= WHAT IS NEEDED =
Work through the data below and give the number of lines holding the word "main", without any other text.

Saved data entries
+++

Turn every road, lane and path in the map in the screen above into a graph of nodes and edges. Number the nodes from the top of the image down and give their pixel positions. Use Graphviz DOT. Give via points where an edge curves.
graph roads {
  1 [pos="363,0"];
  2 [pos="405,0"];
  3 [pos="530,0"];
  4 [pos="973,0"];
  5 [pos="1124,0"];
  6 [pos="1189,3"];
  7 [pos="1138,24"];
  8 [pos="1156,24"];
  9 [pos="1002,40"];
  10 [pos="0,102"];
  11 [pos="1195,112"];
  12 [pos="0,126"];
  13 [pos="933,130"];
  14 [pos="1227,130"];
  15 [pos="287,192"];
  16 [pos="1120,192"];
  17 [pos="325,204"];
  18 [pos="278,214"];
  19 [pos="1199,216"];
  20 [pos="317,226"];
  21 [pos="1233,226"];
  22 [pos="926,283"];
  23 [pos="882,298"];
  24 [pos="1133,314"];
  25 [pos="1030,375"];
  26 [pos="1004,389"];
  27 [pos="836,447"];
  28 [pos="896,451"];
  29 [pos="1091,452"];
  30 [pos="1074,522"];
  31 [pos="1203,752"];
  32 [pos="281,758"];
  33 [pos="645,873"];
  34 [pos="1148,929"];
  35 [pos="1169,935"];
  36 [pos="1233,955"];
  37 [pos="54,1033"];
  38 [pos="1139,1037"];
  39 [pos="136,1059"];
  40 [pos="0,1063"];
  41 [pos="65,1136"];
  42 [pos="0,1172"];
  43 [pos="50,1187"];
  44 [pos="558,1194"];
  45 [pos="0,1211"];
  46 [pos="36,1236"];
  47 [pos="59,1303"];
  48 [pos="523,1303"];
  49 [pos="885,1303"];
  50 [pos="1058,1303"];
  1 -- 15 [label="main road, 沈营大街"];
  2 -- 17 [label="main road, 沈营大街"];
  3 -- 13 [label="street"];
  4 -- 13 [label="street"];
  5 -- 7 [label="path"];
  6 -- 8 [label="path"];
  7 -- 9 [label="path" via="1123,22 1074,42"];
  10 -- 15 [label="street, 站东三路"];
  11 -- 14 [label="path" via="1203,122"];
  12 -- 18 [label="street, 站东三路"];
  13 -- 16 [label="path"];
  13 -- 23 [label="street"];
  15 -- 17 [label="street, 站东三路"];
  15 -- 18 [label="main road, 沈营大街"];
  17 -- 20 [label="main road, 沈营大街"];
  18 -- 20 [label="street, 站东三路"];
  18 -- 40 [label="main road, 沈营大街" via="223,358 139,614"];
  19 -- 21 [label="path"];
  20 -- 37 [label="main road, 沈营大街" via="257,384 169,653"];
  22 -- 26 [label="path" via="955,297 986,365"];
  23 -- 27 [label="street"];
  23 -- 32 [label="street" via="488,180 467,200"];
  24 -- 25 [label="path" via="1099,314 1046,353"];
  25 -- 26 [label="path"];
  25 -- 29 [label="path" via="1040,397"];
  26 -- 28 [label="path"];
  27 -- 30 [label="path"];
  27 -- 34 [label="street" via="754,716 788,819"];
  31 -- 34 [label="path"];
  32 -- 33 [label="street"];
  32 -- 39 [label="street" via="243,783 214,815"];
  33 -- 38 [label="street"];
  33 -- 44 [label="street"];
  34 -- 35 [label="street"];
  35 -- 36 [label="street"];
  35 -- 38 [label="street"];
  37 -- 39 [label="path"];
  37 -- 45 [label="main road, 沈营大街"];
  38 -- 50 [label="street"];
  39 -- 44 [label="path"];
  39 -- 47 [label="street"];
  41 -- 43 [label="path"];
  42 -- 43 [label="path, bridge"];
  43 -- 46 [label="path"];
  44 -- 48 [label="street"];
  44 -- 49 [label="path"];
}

+++

= RESULT OF THE TASK =
7